[DATASET CONTENT]
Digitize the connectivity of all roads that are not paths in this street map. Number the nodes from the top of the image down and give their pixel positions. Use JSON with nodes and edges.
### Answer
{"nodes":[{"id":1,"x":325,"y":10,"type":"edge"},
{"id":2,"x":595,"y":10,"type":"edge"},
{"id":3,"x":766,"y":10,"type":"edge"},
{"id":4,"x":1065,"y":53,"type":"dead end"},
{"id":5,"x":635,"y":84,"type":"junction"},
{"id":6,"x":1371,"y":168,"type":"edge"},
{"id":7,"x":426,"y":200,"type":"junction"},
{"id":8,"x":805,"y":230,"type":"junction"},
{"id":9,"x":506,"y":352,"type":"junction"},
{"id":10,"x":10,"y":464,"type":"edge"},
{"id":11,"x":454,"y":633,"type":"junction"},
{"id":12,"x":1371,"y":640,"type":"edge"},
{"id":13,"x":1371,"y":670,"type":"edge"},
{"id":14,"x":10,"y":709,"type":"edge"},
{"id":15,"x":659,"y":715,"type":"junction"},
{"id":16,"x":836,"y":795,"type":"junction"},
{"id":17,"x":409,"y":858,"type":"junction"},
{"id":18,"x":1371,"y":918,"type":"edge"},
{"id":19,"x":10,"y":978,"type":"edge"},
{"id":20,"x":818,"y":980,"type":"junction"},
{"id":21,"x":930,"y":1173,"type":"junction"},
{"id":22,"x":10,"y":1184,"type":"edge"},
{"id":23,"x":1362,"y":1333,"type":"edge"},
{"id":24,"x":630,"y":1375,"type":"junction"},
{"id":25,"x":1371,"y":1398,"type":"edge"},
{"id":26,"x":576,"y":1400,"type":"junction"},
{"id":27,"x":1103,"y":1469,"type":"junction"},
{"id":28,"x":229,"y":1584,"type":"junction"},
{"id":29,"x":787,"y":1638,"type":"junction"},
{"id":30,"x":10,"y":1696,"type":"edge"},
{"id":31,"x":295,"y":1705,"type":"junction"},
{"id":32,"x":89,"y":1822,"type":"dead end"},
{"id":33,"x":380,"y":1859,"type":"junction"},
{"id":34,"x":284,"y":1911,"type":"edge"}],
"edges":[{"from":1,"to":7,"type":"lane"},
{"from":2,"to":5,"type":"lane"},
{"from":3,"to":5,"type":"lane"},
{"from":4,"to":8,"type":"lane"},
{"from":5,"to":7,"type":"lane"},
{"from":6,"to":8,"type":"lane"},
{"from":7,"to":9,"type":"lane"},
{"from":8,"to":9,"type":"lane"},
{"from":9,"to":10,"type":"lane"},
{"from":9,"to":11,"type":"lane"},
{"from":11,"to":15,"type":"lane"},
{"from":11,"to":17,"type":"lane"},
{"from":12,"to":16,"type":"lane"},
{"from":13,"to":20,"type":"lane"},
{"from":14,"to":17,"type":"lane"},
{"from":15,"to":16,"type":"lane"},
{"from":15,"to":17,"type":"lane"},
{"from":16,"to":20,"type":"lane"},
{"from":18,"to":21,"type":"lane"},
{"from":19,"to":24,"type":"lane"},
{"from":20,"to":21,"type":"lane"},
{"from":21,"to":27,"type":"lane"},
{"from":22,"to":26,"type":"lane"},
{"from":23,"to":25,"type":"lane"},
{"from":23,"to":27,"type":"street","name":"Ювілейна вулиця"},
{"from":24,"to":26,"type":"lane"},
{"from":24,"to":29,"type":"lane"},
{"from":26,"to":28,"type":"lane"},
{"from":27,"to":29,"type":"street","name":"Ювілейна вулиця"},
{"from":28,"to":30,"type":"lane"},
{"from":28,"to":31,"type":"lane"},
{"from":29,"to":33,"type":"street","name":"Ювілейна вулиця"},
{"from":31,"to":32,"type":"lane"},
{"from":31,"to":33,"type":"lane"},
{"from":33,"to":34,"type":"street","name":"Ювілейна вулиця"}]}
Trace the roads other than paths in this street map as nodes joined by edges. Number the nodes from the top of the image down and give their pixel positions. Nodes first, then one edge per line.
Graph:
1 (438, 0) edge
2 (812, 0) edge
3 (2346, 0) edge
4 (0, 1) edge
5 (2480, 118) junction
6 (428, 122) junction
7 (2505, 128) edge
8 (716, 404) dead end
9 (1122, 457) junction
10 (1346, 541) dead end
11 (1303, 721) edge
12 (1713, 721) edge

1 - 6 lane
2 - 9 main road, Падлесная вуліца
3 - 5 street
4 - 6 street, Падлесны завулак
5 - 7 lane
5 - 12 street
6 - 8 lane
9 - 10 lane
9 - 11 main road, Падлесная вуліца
[/DATASET CONTENT]
WORK TASK: What lines in the records contain the word "dead"? Return each one.

ANSWER BELOW:
{"id":4,"x":1065,"y":53,"type":"dead end"},
{"id":32,"x":89,"y":1822,"type":"dead end"},
8 (716, 404) dead end
10 (1346, 541) dead end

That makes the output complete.